◆ **Dataset entries**
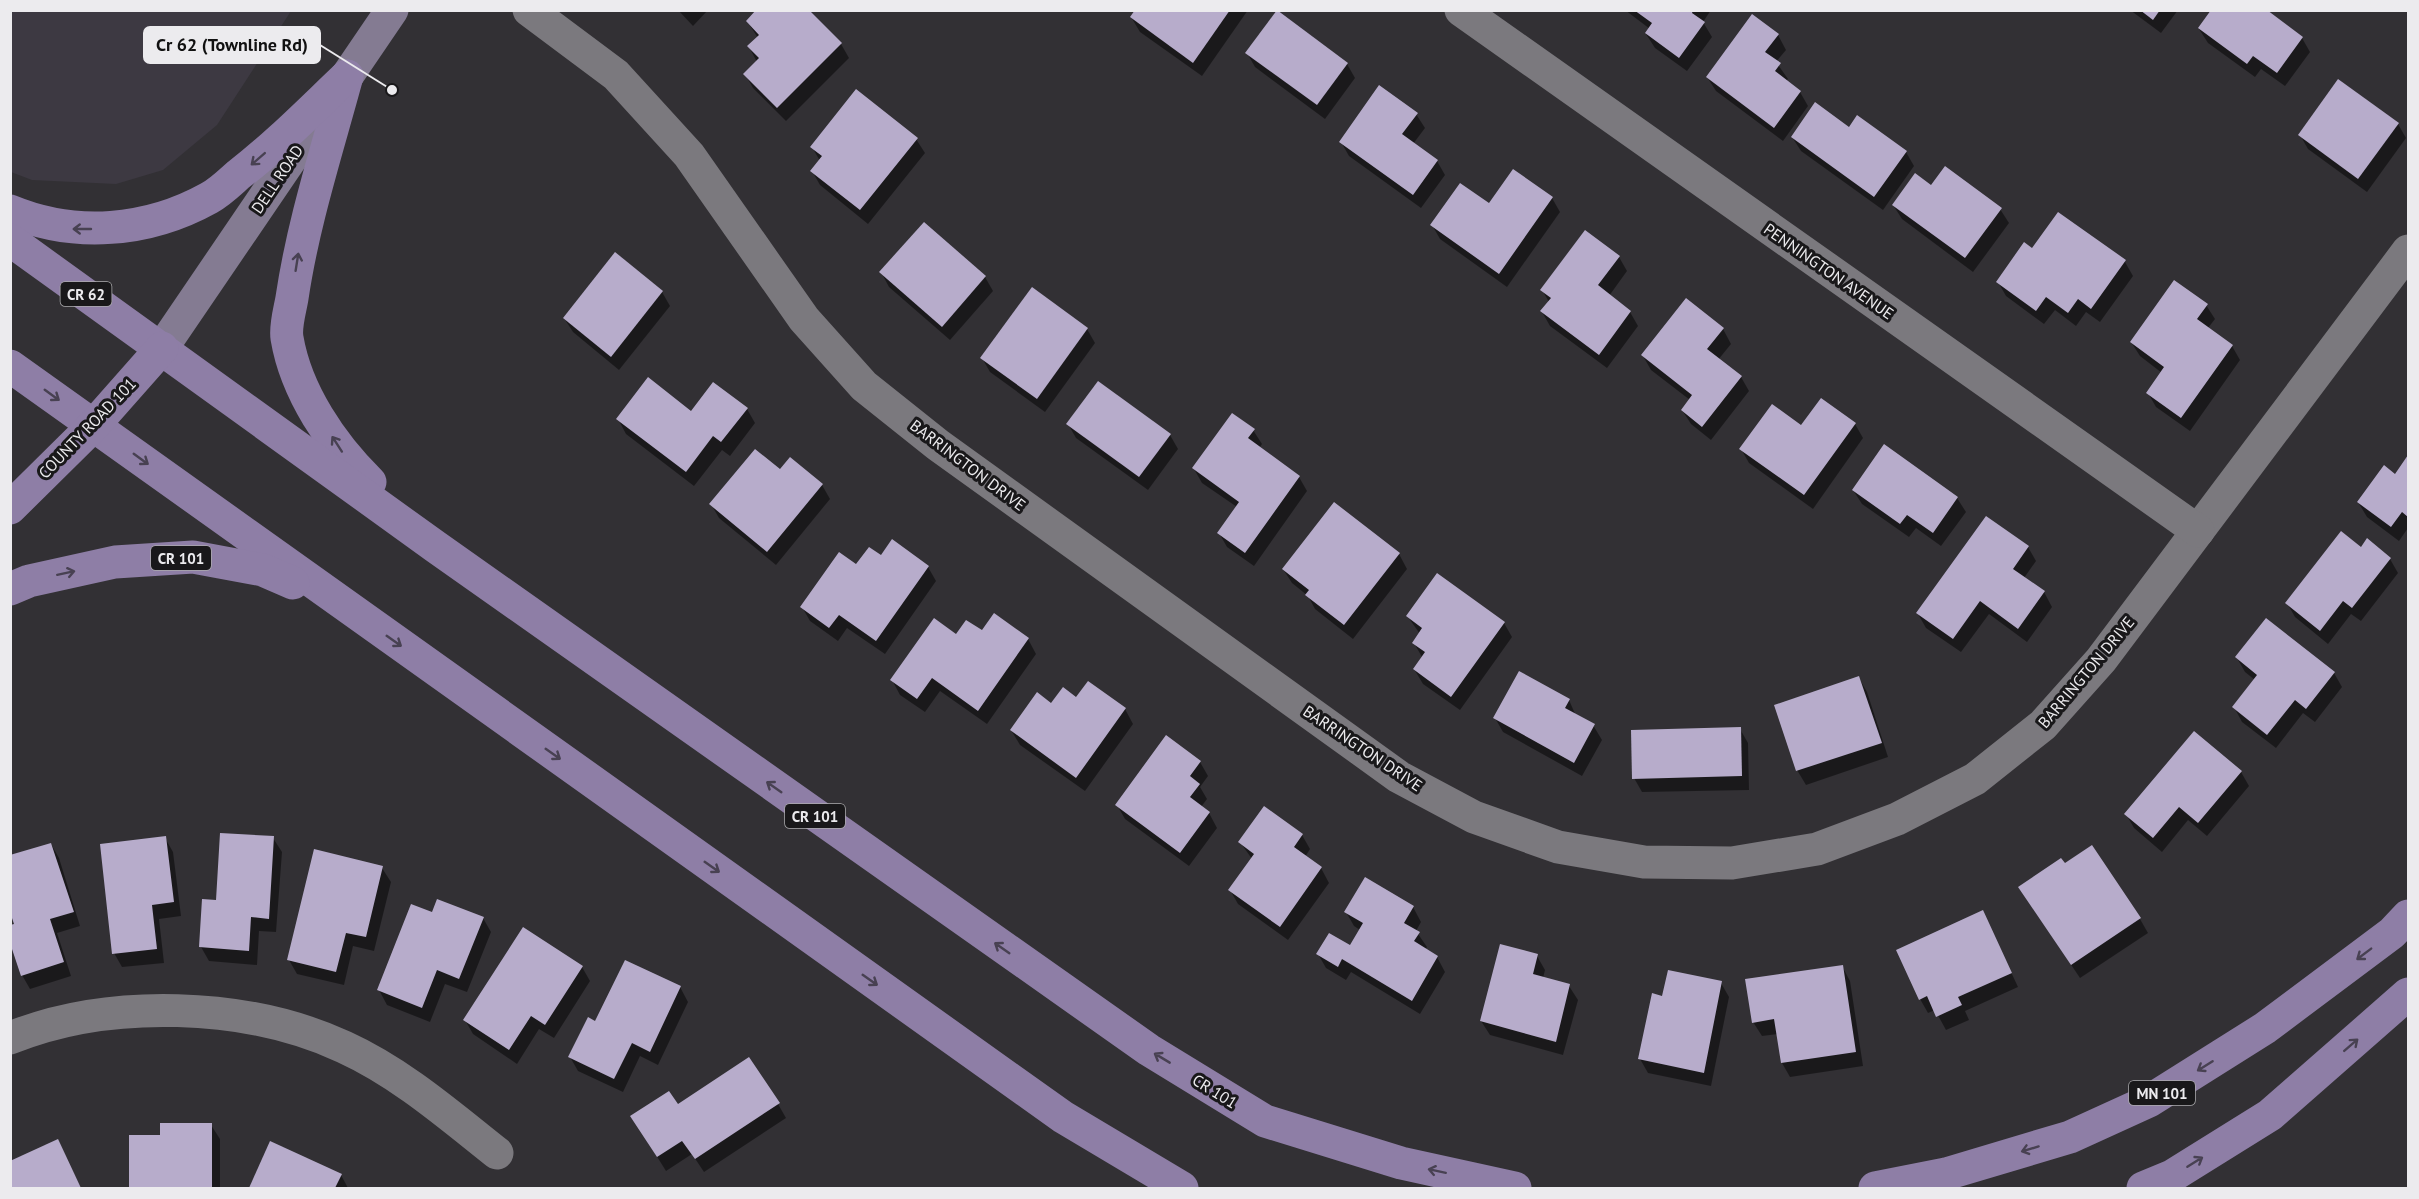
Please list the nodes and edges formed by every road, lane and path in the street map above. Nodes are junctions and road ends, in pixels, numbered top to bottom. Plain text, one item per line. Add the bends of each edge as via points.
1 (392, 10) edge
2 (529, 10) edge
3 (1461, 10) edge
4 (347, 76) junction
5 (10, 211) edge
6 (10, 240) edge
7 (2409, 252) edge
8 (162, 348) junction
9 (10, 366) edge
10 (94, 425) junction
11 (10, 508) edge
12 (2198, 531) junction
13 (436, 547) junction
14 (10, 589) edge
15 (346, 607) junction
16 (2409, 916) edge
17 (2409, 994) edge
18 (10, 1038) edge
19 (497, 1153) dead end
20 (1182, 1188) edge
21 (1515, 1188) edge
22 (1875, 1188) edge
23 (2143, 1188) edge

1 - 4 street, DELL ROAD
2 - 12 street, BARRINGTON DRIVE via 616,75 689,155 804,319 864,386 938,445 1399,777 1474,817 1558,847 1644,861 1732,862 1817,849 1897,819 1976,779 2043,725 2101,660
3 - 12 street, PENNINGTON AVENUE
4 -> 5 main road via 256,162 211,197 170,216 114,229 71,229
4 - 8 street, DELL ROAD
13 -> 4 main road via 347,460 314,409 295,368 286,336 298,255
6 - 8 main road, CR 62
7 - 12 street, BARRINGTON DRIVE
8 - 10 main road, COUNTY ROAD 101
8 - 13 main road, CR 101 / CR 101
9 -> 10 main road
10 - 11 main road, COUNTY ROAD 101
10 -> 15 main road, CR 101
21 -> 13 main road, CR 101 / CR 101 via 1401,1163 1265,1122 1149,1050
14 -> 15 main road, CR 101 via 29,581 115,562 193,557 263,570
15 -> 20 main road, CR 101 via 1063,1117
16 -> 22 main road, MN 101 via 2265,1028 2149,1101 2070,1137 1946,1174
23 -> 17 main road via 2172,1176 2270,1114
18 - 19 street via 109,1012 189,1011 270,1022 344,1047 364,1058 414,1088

◆ **What is being asked**
Check each line above for the string "BARRINGTON" and show the ones that have it.

◆ **Answer to this problem**
2 - 12 street, BARRINGTON DRIVE via 616,75 689,155 804,319 864,386 938,445 1399,777 1474,817 1558,847 1644,861 1732,862 1817,849 1897,819 1976,779 2043,725 2101,660
7 - 12 street, BARRINGTON DRIVE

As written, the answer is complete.